*** Opening of INFORMATION SUPPLIED ***
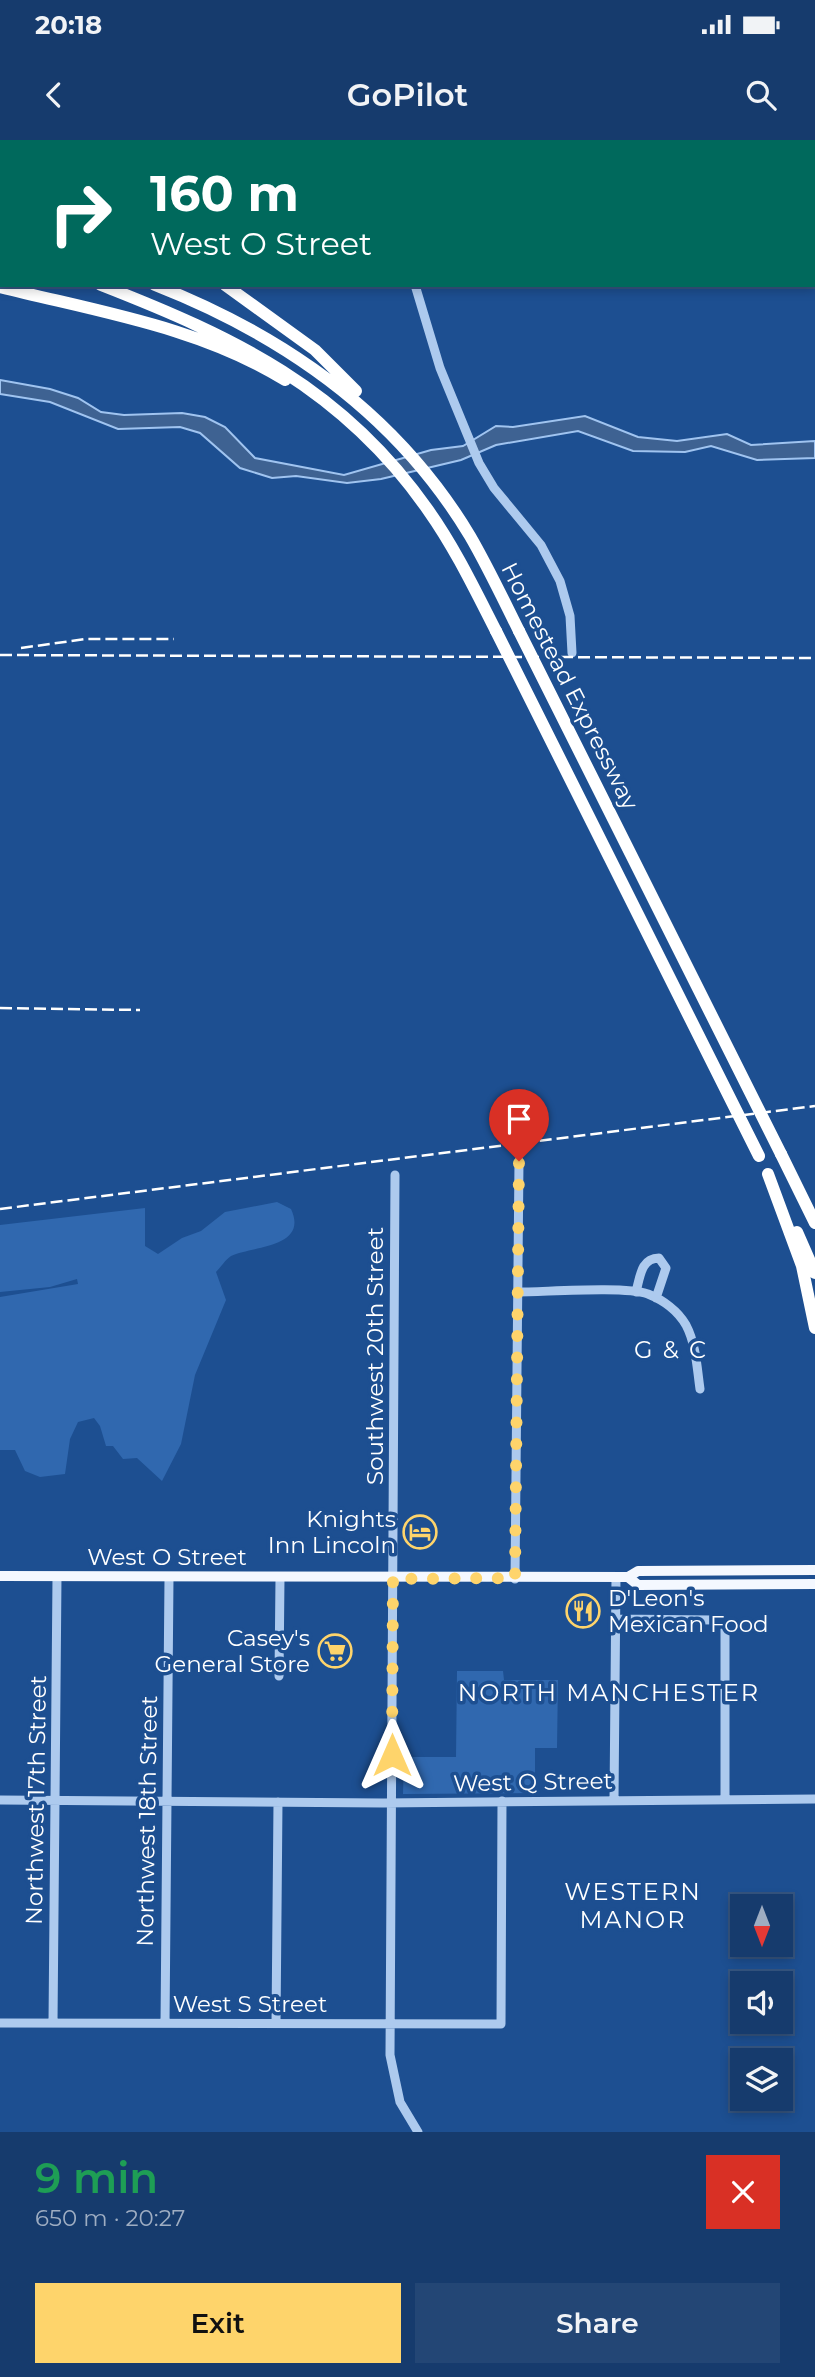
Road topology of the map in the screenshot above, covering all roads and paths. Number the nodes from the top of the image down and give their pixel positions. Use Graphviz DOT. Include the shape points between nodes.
*** Close of INFORMATION SUPPLIED ***
*** Opening of INFORMATION SUPPLIED ***
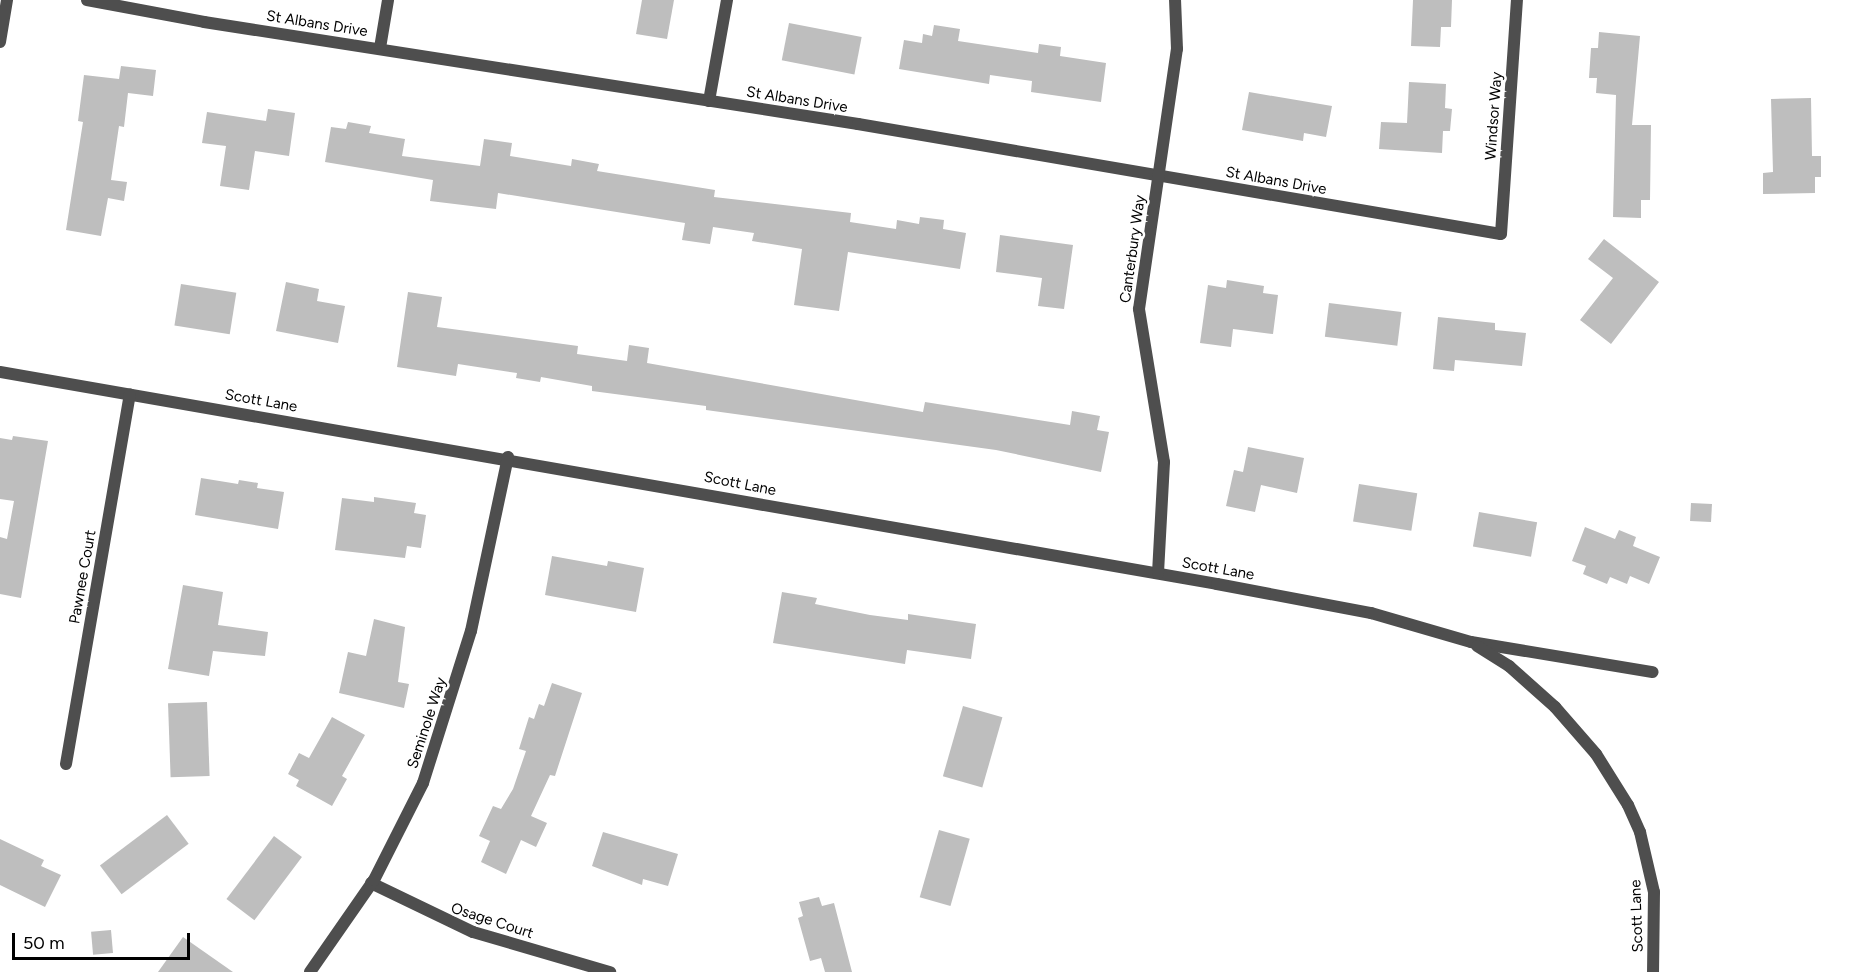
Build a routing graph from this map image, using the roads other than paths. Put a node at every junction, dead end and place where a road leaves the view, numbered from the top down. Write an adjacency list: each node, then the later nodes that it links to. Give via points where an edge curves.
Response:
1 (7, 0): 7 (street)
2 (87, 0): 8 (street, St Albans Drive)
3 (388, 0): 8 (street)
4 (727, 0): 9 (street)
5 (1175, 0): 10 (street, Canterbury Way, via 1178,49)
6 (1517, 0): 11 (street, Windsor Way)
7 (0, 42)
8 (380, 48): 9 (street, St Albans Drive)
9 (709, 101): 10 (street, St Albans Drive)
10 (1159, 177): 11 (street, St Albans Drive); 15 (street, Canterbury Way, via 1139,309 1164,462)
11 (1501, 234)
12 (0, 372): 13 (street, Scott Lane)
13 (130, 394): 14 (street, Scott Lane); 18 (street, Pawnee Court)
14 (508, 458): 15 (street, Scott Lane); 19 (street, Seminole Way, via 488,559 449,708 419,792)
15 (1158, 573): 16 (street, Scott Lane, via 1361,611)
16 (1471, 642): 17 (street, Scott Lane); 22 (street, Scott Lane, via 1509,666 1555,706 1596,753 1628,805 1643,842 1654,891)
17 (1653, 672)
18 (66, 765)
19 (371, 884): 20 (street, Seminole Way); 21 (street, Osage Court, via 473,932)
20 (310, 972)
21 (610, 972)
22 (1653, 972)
*** Close of INFORMATION SUPPLIED ***
• **WORK TO BE COMPLETED**
From the records above, return each line where "nodes" occurs.

• **ANSWER FOR THE TASK**
Road topology of the map in the screenshot above, covering all roads and paths. Number the nodes from the top of the image down and give their pixel positions. Use Graphviz DOT. Include the shape points between nodes.
Build a routing graph from this map image, using the roads other than paths. Put a node at every junction, dead end and place where a road leaves the view, numbered from the top down. Write an adjacency list: each node, then the later nodes that it links to. Give via points where an edge curves.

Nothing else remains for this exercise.